When he composed this Tarantelle in 1857, Camille Saint-Saëns may have been relatively young chronologically but not developmentally. An extremely precocious child prodigy, Saint-Saëns had already completed three symphonies (amid much else) and won first prize in organ at the Paris Conservatoire as well as the admiration of musicians such as Berlioz, Liszt, and Rossini.

It was Rossini, in fact, who helped Saint-Saëns’ Tarantelle win universal acclaim in clique-ridden Paris, with a generous and clever ruse. Long since retired from his active opera career, the Italian composer reigned as the grand old man of musical Paris, famous for his glittering salon, to which he invited Saint-Saëns to present this Tarantelle.

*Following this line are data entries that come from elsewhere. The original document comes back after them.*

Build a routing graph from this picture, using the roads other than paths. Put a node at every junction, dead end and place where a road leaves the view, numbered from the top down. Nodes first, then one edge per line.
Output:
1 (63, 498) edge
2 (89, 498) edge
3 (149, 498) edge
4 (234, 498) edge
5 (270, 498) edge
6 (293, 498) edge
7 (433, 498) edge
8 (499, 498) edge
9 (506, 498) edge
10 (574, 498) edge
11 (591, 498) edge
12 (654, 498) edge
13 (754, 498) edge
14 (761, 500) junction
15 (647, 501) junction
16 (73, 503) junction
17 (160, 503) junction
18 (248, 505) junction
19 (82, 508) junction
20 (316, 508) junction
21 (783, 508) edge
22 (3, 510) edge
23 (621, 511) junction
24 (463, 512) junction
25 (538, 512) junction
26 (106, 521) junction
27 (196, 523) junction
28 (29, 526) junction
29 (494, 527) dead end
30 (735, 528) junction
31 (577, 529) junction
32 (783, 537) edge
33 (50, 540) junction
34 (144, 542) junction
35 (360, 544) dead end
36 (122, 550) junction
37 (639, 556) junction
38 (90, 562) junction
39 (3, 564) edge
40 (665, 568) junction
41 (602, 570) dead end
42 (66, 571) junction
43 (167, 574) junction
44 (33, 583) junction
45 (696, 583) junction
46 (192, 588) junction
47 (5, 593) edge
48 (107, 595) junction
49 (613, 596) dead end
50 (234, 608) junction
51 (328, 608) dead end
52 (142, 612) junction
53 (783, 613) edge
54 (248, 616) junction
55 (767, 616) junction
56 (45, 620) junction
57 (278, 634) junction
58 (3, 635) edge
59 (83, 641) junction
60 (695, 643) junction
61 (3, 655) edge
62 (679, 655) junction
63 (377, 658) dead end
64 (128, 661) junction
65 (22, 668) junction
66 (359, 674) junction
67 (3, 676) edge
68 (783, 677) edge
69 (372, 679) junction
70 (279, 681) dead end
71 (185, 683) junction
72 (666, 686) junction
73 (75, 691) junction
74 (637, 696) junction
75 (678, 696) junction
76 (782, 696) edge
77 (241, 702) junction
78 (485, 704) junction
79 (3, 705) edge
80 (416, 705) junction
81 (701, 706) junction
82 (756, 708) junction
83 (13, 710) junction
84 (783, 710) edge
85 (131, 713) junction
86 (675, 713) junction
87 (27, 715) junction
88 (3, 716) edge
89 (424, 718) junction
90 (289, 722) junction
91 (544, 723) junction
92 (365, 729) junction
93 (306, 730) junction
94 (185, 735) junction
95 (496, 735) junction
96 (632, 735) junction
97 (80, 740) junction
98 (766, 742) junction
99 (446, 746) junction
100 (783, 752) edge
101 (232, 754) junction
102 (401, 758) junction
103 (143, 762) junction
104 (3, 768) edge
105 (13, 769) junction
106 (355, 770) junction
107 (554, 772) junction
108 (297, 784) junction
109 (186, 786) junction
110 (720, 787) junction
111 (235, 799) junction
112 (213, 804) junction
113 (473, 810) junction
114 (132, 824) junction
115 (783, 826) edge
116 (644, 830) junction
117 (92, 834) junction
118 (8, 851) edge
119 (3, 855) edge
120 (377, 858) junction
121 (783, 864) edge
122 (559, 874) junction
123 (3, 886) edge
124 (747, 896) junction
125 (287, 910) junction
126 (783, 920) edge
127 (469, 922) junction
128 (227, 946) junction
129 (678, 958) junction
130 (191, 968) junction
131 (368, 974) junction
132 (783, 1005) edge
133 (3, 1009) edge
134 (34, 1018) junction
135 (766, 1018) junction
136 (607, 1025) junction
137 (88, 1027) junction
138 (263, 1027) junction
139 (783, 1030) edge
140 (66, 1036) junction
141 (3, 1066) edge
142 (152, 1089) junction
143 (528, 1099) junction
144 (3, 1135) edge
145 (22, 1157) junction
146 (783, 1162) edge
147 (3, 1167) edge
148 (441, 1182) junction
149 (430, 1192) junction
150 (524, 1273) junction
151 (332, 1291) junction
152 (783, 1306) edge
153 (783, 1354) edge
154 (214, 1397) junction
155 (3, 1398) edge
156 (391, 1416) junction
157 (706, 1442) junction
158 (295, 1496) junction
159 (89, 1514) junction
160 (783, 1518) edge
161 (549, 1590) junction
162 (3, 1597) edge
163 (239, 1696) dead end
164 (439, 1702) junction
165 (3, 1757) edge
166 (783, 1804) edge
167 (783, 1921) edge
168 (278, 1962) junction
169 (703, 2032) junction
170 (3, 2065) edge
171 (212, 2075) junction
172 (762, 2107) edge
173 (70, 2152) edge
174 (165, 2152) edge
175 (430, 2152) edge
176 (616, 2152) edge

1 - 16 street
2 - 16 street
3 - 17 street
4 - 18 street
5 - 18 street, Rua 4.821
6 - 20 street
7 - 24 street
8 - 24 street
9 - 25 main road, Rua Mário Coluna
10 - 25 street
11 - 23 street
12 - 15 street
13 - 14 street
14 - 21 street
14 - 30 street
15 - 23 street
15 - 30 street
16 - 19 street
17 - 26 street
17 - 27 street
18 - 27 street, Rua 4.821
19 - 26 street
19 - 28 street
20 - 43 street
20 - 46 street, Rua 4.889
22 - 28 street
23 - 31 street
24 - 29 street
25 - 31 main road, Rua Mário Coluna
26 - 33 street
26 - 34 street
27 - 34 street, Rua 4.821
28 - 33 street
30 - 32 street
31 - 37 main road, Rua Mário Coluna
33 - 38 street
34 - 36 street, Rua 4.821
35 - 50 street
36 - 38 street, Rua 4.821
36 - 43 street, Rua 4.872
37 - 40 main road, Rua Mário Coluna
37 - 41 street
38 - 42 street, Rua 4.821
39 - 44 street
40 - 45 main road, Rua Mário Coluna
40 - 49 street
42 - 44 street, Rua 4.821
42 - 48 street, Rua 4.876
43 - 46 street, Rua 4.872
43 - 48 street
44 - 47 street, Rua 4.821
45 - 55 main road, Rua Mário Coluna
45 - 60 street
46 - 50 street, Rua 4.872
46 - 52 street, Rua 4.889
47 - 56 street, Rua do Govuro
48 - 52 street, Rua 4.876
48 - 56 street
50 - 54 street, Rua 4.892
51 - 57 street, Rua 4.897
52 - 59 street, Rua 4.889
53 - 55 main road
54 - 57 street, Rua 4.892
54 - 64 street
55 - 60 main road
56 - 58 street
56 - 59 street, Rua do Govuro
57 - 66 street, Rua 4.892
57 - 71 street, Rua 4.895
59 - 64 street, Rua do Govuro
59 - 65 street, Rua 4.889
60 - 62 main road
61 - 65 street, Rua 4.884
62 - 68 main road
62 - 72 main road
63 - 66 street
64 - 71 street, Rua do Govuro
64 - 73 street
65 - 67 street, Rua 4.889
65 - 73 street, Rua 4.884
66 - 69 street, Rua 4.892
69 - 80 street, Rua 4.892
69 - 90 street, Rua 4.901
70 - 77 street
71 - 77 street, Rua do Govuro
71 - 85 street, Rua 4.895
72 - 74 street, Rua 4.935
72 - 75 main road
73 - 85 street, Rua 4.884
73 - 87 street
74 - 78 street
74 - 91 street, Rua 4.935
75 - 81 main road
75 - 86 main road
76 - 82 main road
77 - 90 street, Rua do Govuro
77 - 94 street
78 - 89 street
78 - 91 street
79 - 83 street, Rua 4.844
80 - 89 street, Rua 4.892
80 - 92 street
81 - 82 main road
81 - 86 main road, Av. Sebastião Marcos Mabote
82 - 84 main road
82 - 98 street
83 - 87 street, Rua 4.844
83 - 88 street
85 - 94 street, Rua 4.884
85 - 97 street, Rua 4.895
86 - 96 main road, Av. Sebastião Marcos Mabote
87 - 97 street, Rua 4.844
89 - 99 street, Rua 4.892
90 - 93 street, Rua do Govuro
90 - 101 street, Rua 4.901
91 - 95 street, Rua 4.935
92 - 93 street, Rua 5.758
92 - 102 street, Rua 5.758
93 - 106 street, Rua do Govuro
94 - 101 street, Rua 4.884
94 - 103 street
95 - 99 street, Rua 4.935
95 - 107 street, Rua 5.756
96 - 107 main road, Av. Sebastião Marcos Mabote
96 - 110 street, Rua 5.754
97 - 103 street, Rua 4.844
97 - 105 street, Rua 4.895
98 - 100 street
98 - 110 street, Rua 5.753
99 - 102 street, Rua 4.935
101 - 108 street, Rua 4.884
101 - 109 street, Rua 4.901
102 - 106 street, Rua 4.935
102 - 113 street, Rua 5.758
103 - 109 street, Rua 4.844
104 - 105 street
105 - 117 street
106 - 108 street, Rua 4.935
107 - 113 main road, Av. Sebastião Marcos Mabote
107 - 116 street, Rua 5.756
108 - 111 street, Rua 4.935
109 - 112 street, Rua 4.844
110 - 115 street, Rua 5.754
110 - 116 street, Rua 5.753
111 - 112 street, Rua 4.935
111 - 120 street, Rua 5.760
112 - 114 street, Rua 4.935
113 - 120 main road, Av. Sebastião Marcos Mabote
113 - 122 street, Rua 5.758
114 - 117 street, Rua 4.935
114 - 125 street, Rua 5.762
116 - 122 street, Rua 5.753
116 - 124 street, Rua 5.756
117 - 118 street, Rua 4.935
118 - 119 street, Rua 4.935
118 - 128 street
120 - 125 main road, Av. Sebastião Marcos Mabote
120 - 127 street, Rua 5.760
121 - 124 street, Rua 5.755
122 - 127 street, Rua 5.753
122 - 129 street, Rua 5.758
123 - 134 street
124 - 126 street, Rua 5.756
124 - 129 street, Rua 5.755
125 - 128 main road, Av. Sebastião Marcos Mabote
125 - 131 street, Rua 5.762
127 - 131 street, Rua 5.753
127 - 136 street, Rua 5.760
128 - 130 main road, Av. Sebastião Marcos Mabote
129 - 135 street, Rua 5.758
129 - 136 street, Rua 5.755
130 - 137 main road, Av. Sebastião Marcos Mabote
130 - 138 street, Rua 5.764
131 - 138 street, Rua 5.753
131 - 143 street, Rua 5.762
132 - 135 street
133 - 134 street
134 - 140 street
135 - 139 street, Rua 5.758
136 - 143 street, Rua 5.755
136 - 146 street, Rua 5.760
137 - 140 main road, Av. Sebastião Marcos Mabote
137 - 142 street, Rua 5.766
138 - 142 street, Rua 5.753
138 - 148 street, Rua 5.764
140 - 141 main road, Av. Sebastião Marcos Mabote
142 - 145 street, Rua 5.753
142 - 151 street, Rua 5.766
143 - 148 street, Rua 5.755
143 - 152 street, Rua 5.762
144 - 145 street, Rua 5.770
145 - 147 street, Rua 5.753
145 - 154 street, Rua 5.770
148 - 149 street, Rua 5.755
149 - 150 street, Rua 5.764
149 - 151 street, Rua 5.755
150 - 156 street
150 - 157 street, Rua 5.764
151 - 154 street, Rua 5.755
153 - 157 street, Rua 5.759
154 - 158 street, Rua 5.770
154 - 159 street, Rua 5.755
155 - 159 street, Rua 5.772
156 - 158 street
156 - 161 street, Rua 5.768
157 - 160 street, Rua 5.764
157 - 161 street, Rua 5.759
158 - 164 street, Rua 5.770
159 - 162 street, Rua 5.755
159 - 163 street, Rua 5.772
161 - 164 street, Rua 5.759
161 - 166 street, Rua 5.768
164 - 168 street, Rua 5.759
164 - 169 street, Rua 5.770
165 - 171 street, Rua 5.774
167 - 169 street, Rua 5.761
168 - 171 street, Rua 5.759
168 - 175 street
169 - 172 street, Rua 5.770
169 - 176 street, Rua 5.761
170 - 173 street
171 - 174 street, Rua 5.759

“As there was never a written program for these evenings, Rossini made it known that the piece was by him,” Saint-Saëns wrote much later. “You can imagine the scale of the success under such conditions! When the piece had been encored, Rossini led me into the dining room and made me sit down next to him, taking me by the hand so that I could not escape. Then came a procession of admirers and courtiers. ‘Ah, Maître! What a masterpiece! What wonderful music!’ And when the victim had run through the gamut of congratulations, Rossini replied calmly: ‘I entirely agree. But the work is not by me, it’s by this gentleman here.’ Such a combination of kindness and finesse says more about this great man than many an essay.” Saint-Saëns played the piano part himself, with flutist Louis Dorus and clarinetist Adolphe Leroy. The work retained its early popularity, and, in 1879, the composer orchestrated the piano part.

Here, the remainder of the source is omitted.